人権外交
米国主催
民主主義のためのサミット(結果概要)
令和3年12月10日
(写真提供:内閣広報室)
12月9日から10日にかけて(日本時間)、米国主催の民主主義のためのサミットがオンライン形式にて開催され、岸田文雄内閣総理大臣が初日のセッションに参加したところ、概要は以下のとおりです。中谷元総理大臣補佐官も同席しました。
- 12月9日から2日間の日程で、ジョセフ・バイデン米国大統領(The Honorable Joseph R. Biden, Jr., President of the United States of America)の呼びかけの下、「腐敗との闘い」、「権威主義からの防衛」、「人権尊重の促進」をテーマとした民主主義のためのサミットが開催され、世界各国の政府、市民社会等から幅広く多様なリーダーが集まり、民主主義を強化するための議論が行われています。
- 岸田総理大臣は、首脳プレナリー・セッションにオンラインで参加し、民主主義を含めた普遍的価値を重視する立場から、民主主義を守り、世界における人権を促進するために重視している点について、概要以下のとおり述べました。
(1) 自由、民主主義、人権、法の支配といった基本的価値を損なう行動に対しては、有志国が一致してワンボイスで臨んでいかなければならない。深刻な人権状況については、これからもしっかりと声を上げていく。

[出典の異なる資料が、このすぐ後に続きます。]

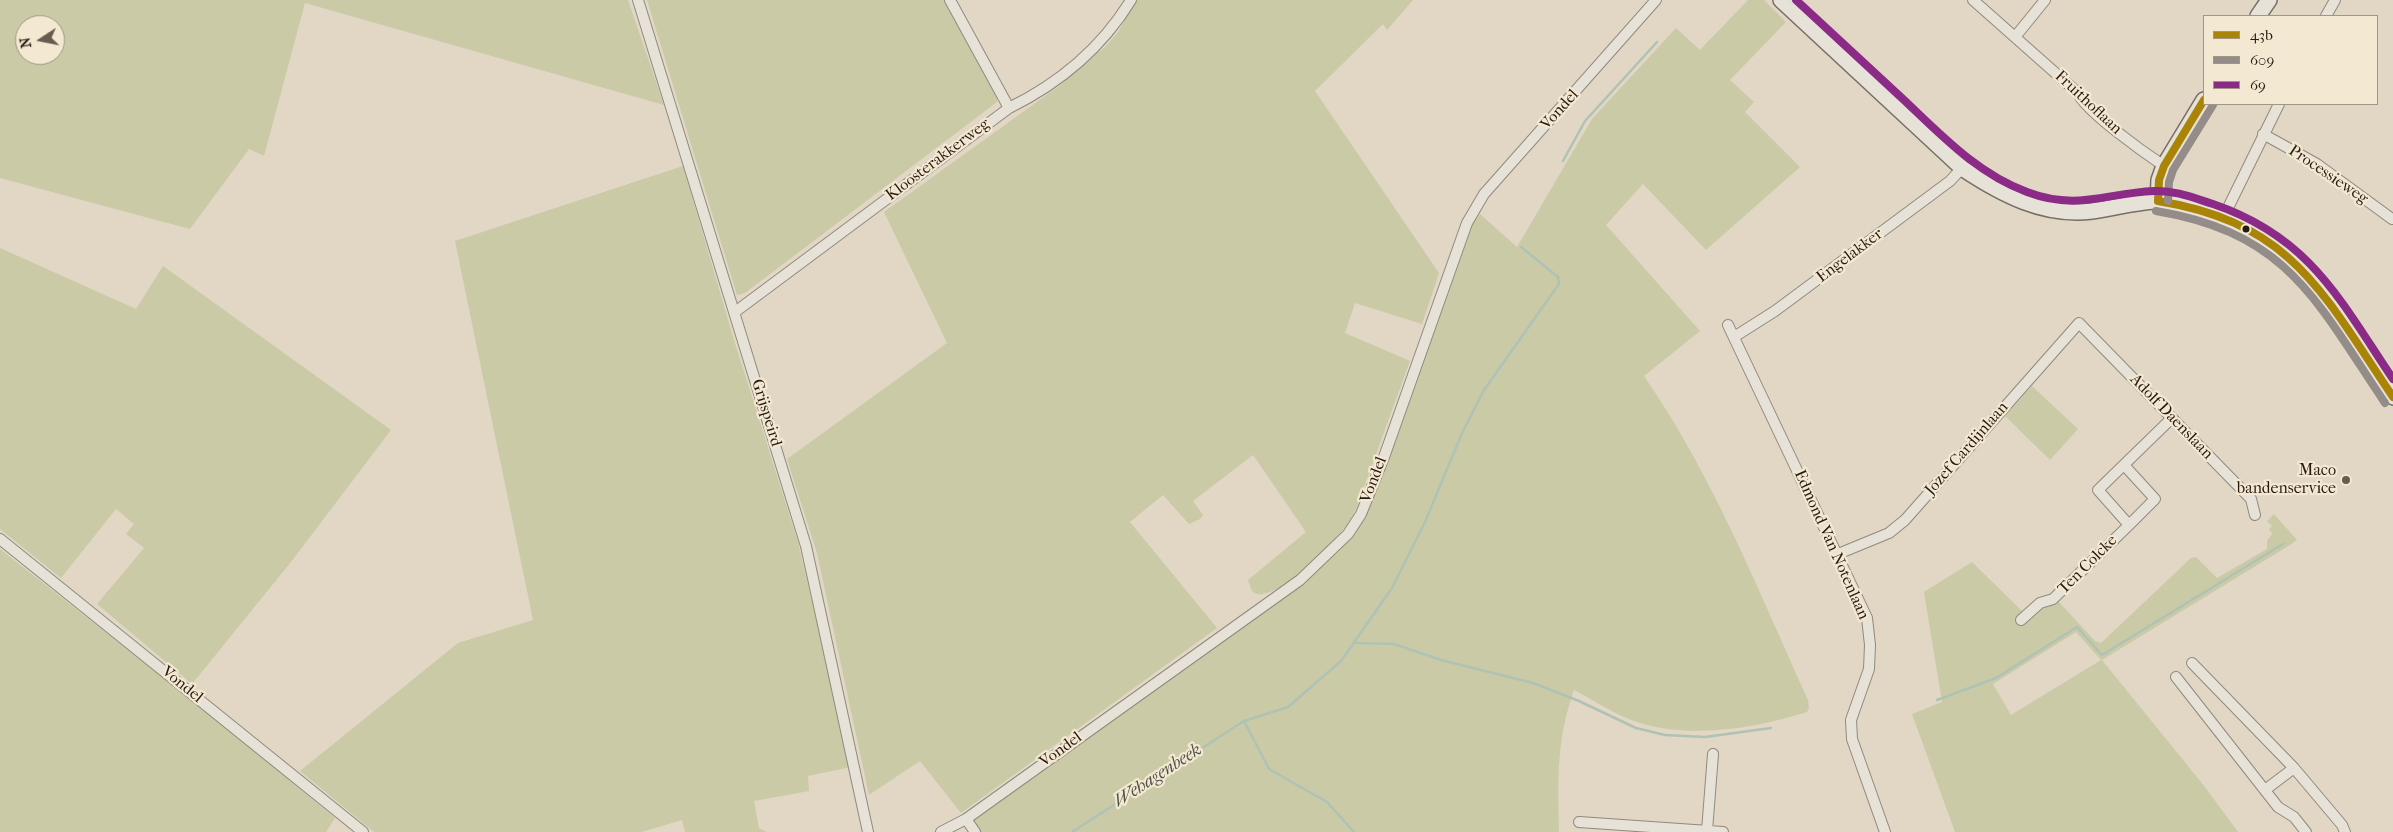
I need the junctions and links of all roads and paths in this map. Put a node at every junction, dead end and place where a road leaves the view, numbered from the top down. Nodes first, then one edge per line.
1 (638, 0) edge
2 (950, 0) edge
3 (1131, 0) edge
4 (1656, 0) edge
5 (1781, 0) edge
6 (1973, 0) edge
7 (2045, 0) edge
8 (2269, 0) edge
9 (2335, 0) edge
10 (2259, 15) edge
11 (2327, 15) edge
12 (2014, 37) junction
13 (2203, 102) edge
14 (2278, 105) edge
15 (1009, 108) junction
16 (2263, 134) junction
17 (2164, 166) junction
18 (1962, 168) junction
19 (2158, 201) junction
20 (2223, 218) junction
21 (2392, 219) edge
22 (735, 312) junction
23 (2079, 323) joint
24 (1728, 325) dead end
25 (1734, 337) junction
26 (2390, 393) edge
27 (2172, 418) junction
28 (2124, 465) junction
29 (2255, 515) dead end
30 (2129, 525) junction
31 (0, 539) edge
32 (1838, 554) junction
33 (2022, 620) dead end
34 (2192, 663) dead end
35 (2176, 677) dead end
36 (1713, 754) dead end
37 (2294, 768) junction
38 (2265, 790) junction
39 (966, 819) junction
40 (1579, 822) dead end
41 (1631, 829) edge
42 (1707, 831) edge
43 (363, 832) edge
44 (868, 832) edge
45 (941, 832) edge
46 (975, 832) edge
47 (1724, 832) edge
48 (1885, 832) edge
49 (2306, 832) edge
50 (2345, 832) edge

1 - 22 street, Grijspeird
2 - 15 street
3 - 15 street, Kloosterakkerweg
4 - 39 street, Vondel
5 - 18 main road
6 - 12 street, Fruithoflaan
7 - 12 street
8 - 10 main road
9 - 11 street
12 - 17 street, Fruithoflaan
13 - 17 main road
14 - 16 street
15 - 22 street, Kloosterakkerweg
16 - 20 street
16 - 21 street, Processieweg
17 - 19 main road
18 - 19 main road
18 - 25 street, Engelakker
19 - 20 main road
20 - 26 main road
22 - 44 street, Grijspeird
23 - 27 street, Adolf Daenslaan
23 - 32 street, Jozef Cardijnlaan
24 - 25 street, Edmond Van Notenlaan
25 - 32 street, Edmond Van Notenlaan
27 - 28 street, Ten Colcke
27 - 29 street, Adolf Daenslaan
28 - 30 street, Ten Colcke
28 - 30 street, Ten Colcke
30 - 33 street, Ten Colcke
31 - 43 street, Vondel
32 - 48 street, Edmond Van Notenlaan
34 - 37 street
35 - 38 street
36 - 42 street
37 - 38 street
37 - 50 street
38 - 49 street
39 - 45 street, Vondel
39 - 46 street
40 - 41 street
41 - 42 street
42 - 47 street

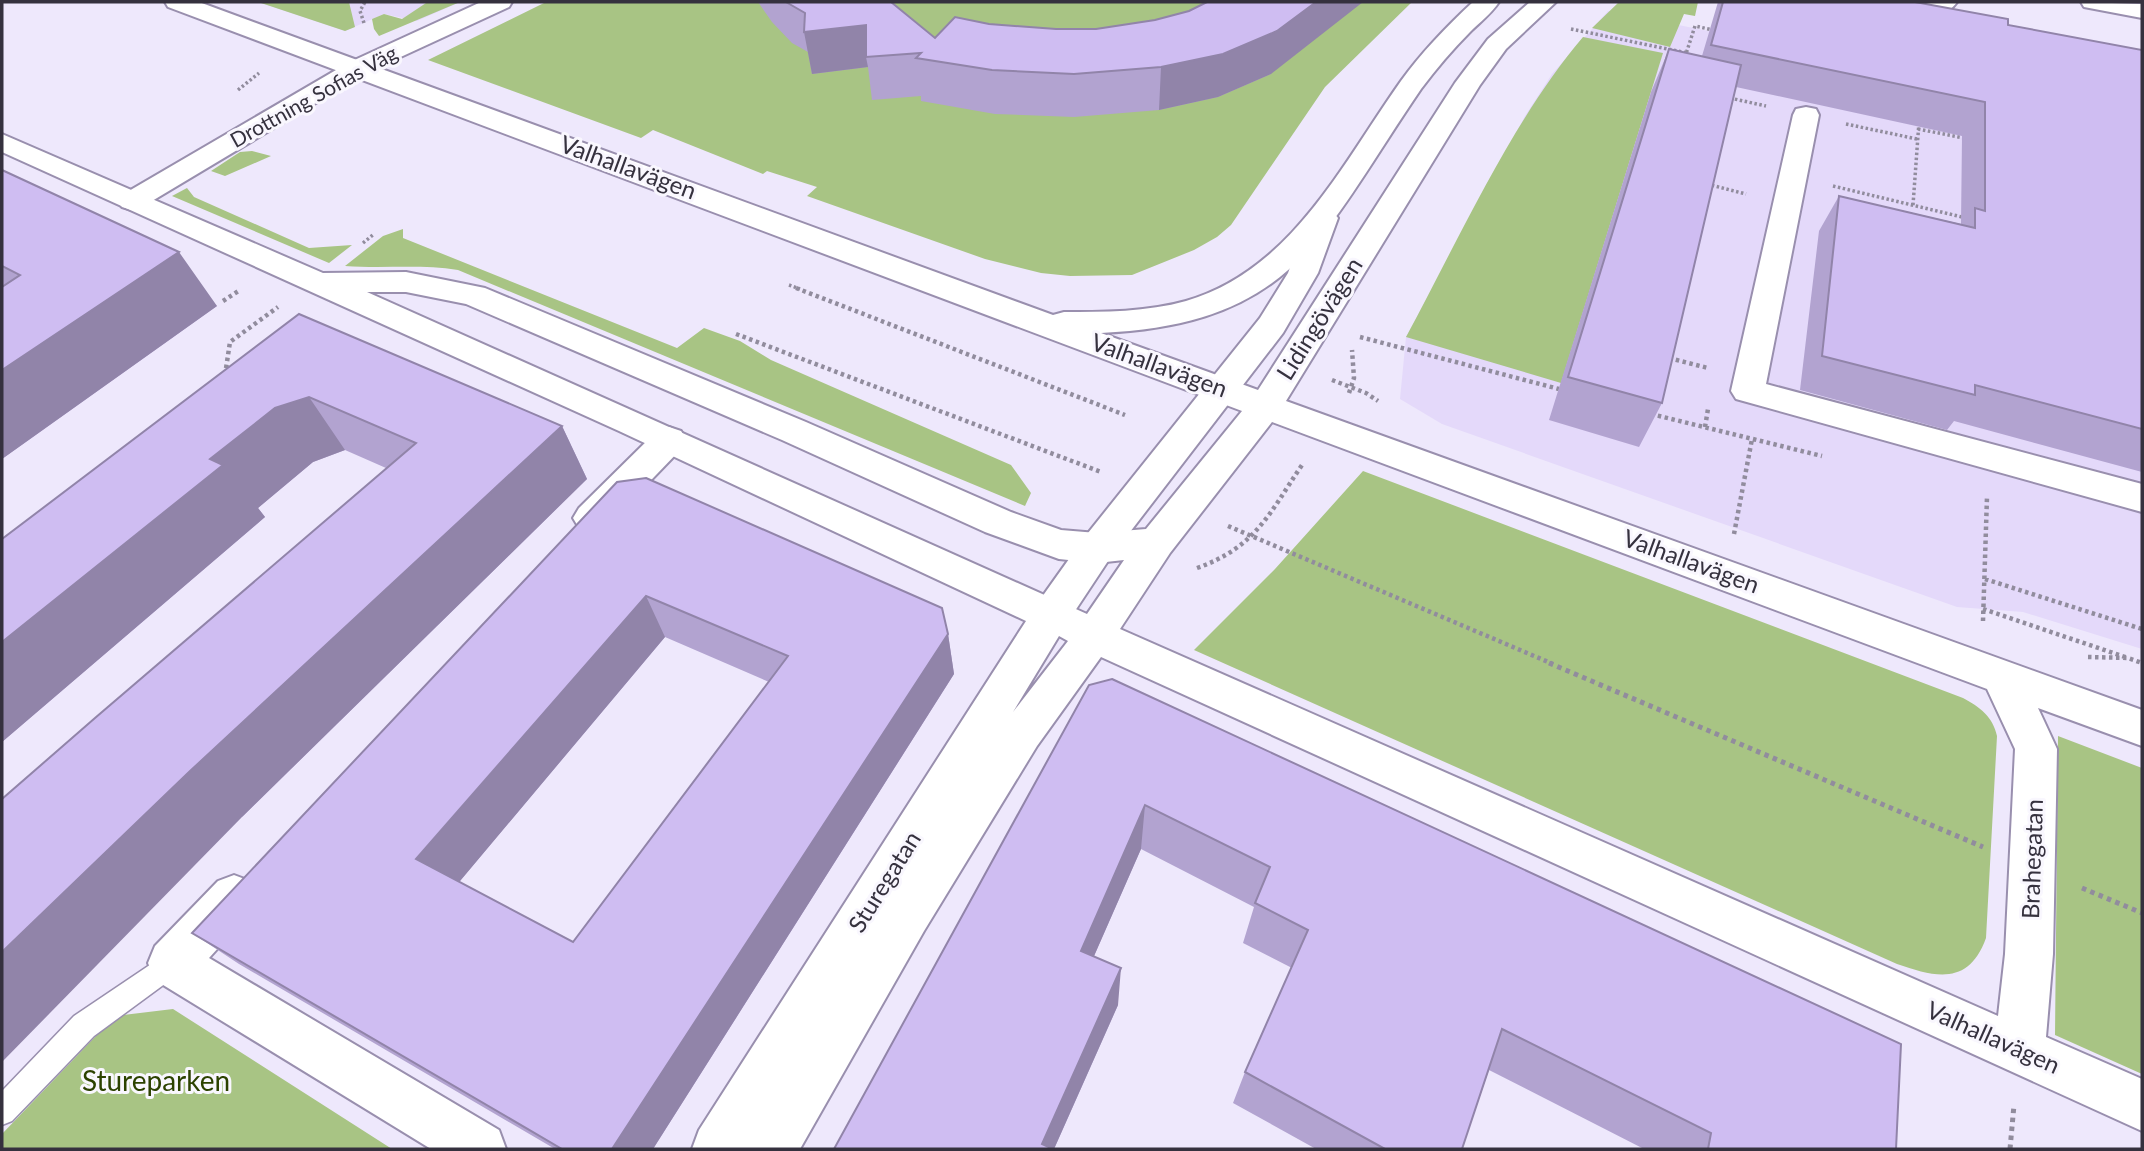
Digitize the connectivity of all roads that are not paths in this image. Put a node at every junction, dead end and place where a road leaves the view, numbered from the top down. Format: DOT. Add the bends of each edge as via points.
graph roads {
  1 [pos="177,2"];
  2 [pos="499,2"];
  3 [pos="1487,2"];
  4 [pos="1544,2"];
  5 [pos="1945,2"];
  6 [pos="2093,2"];
  7 [pos="2142,11"];
  8 [pos="1915,19"];
  9 [pos="357,68"];
  10 [pos="1806,115"];
  11 [pos="2,142"];
  12 [pos="132,201"];
  13 [pos="1323,218"];
  14 [pos="313,282"];
  15 [pos="1045,324"];
  16 [pos="1220,388"];
  17 [pos="1266,405"];
  18 [pos="669,440"];
  19 [pos="2142,498"];
  20 [pos="1157,543"];
  21 [pos="565,547"];
  22 [pos="1097,548"];
  23 [pos="1051,615"];
  24 [pos="1094,636"];
  25 [pos="2002,676"];
  26 [pos="2142,727"];
  27 [pos="258,871"];
  28 [pos="172,963"];
  29 [pos="2020,1050"];
  30 [pos="2142,1105"];
  31 [pos="2,1111"];
  32 [pos="480,1149"];
  33 [pos="718,1149"];
  34 [pos="771,1149"];
  1 -- 9 [label="main road, Valhallavägen"];
  2 -- 9 [label="main road, Drottning Sofias Väg"];
  3 -- 13 [label="main road, Lidingövägen" via="1438,50"];
  4 -- 17 [label="main road, Lidingövägen" via="1497,44 1468,83"];
  5 -- 8 [label="main road"];
  6 -- 7 [label="main road"];
  9 -- 12 [label="main road, Drottning Sofias Väg"];
  9 -- 15 [label="main road, Valhallavägen"];
  10 -- 19 [label="main road" via="1748,391"];
  11 -- 12 [label="main road, Valhallavägen"];
  12 -- 14 [label="main road, Valhallavägen"];
  13 -- 15 [label="main road, Lidingövägen" via="1273,268 1213,304 1163,318"];
  13 -- 16 [label="main road, Lidingövägen" via="1303,274 1272,325"];
  14 -- 18 [label="main road, Valhallavägen"];
  14 -- 22 [label="main road, Valhallavägen" via="406,282 474,295 998,522 1059,544"];
  15 -- 16 [label="main road, Valhallavägen"];
  16 -- 17 [label="main road, Valhallavägen"];
  16 -- 22 [label="main road, Lidingövägen"];
  17 -- 20 [label="main road, Lidingövägen"];
  17 -- 25 [label="main road, Valhallavägen"];
  18 -- 21 [label="main road"];
  18 -- 23 [label="main road, Valhallavägen"];
  20 -- 22 [label="main road, Valhallavägen"];
  20 -- 24 [label="main road, Lidingövägen"];
  22 -- 23 [label="main road, Lidingövägen"];
  23 -- 24 [label="main road, Valhallavägen"];
  23 -- 33 [label="main road, Sturegatan"];
  24 -- 29 [label="main road, Valhallavägen"];
  24 -- 34 [label="main road, Sturegatan" via="1022,733 907,915"];
  25 -- 26 [label="main road, Valhallavägen"];
  25 -- 29 [label="main road, Brahegatan" via="2036,749"];
  27 -- 28 [label="main road"];
  28 -- 31 [label="lane" via="84,1026"];
  28 -- 32 [label="main road"];
  29 -- 30 [label="main road, Valhallavägen"];
}
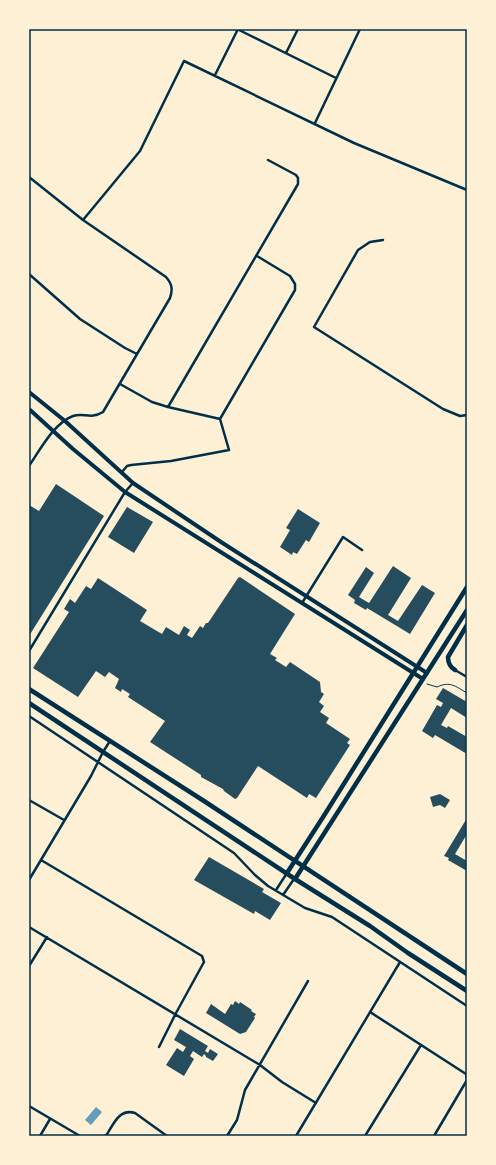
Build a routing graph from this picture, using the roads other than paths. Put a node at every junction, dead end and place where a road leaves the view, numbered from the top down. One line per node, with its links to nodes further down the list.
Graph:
1 (238, 29): 4 (street); 5 (street)
2 (298, 29): 4 (street)
3 (360, 29): 6 (street)
4 (286, 53): 6 (street)
5 (215, 75): 7 (street); 11 (street)
6 (336, 78): 7 (street)
7 (315, 123): 10 (street)
8 (268, 160): 13 (street)
9 (29, 177): 11 (street)
10 (467, 190)
11 (83, 220): 15 (street)
12 (383, 240): 20 (street)
13 (257, 256): 18 (street); 21 (street)
14 (29, 274): 15 (street)
15 (136, 354): 16 (street)
16 (120, 384): 18 (street); 22 (street)
17 (29, 392): 22 (main road)
18 (168, 408): 21 (street)
19 (29, 409): 23 (main road)
20 (467, 415)
21 (220, 419): 25 (street)
22 (65, 421): 23 (street); 25 (main road)
23 (54, 431): 24 (street); 27 (main road)
24 (29, 466)
25 (122, 472): 26 (main road)
26 (133, 483): 27 (street); 30 (main road)
27 (125, 492): 31 (main road); 34 (street)
28 (362, 550): 30 (street)
29 (467, 587): 35 (main road)
30 (306, 596): 31 (street); 35 (main road)
31 (302, 603): 38 (main road)
32 (467, 610): 37 (main road)
33 (467, 625): 36 (main road)
34 (29, 651)
35 (417, 666): 37 (main road); 38 (main road)
36 (455, 670): 39 (street)
37 (427, 672): 40 (main road)
38 (413, 673): 40 (main road); 50 (main road)
39 (467, 677)
40 (422, 679): 51 (main road)
41 (29, 688): 44 (main road)
42 (29, 703): 45 (main road)
43 (29, 716): 46 (street)
44 (110, 741): 45 (street); 50 (main road)
45 (103, 752): 46 (street); 52 (main road)
46 (98, 762): 48 (street); 55 (street)
47 (29, 800): 48 (street)
48 (64, 820): 49 (street)
49 (41, 860): 54 (street); 66 (street)
50 (295, 861): 51 (main road); 52 (main road)
51 (303, 867): 53 (main road); 61 (main road)
52 (287, 873): 53 (main road); 55 (street)
53 (295, 879): 56 (street); 63 (main road)
54 (29, 880)
55 (276, 890): 56 (street)
56 (283, 895): 59 (street)
57 (29, 927): 58 (street)
58 (47, 937): 60 (street); 66 (street)
59 (400, 962): 64 (street); 65 (street)
60 (29, 966)
61 (467, 974)
62 (308, 981): 69 (street)
63 (467, 991)
64 (467, 1006)
65 (370, 1012): 67 (street); 70 (street)
66 (176, 1014): 68 (street); 69 (street)
67 (421, 1045): 79 (street); 80 (street)
68 (160, 1047)
69 (260, 1065): 70 (street); 77 (street)
70 (316, 1103): 78 (street)
71 (29, 1106): 72 (street)
72 (50, 1118): 73 (street); 74 (street)
73 (40, 1136)
74 (80, 1136)
75 (106, 1136): 76 (street)
76 (167, 1136)
77 (227, 1136)
78 (296, 1136)
79 (365, 1136)
80 (434, 1136)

また、北朝鮮による拉致問題は、日本の主権や国民の生命と安全に関わる重大な問題であるとともに、基本的人権の侵害という国際社会全体の問題でもある。
(2) 各国の歴史的経緯を尊重することこそが、民主主義の定着に寄与する。我が国はこうした信念の下、アジアの国々における和平プロセス、平和の定着、復興の後押しなど、二国間対話を通じ、各国の自主的な取組を後押ししてきた。現在、アジアを中心に世界各地74を超える国々に対し、人材育成、メディアの自由の強化、選挙、司法を含む各種制度の構築・整備支援を行っており、引き続き、各国の民主化に向けた取組を支援していく。
(3) 健全な民主主義の発展のためには、その中核的な土台として、中間層が質・量両面で分厚くなっていくことが不可欠である。しかしながら、金融資本主義経済の急激な展開が、格差の拡大や国際社会の分断など多くの弊害を生み、世界の多くの国で、健全な民主主義に歪みをもたらしつつある。日本は、デジタルとグリーンをキーワードとする経済社会の歴史的変革の中で、成長も分配も実現する「新しい資本主義」の実現に取り組み、健全な民主主義の中核である中間層を守るとともに、気候変動などの地球規模の課題や「人」を大切にした未来に向けた投資に、力強く取り組んでいく。
(4) 人権に関する取組を進めるために、中谷元議員を総理補佐官に任命した。また、企業における人権尊重の取組も、企業の予見可能性を確保しつつ、積極的に進めていく。国際機関との連携も重要であり、国際機関に対して約1,400万ドルを拠出することを決定した。
(5) 日本は、強靭な民主主義、基本的人権の尊重を、多くの国・地域に広げ、根付かせていくために、国際社会と共に歩んでいく決意である。 - 本サミットにおいては、全ての招待国・地域の首脳による各国の取組等についてのビデオ・メッセージ及び主要なテーマに沿った国内・国外双方における取組に関するコミットメントの発出が呼びかけられており、日本は、民主主義を含めた普遍的価値を重視する立場から、岸田総理大臣による首脳プレナリー・セッションへのオンライン参加に加え、ビデオ・メッセージ 及び日本の取組についてのコミットメント(英文(PDF) ・和文(PDF) ) を発表しました。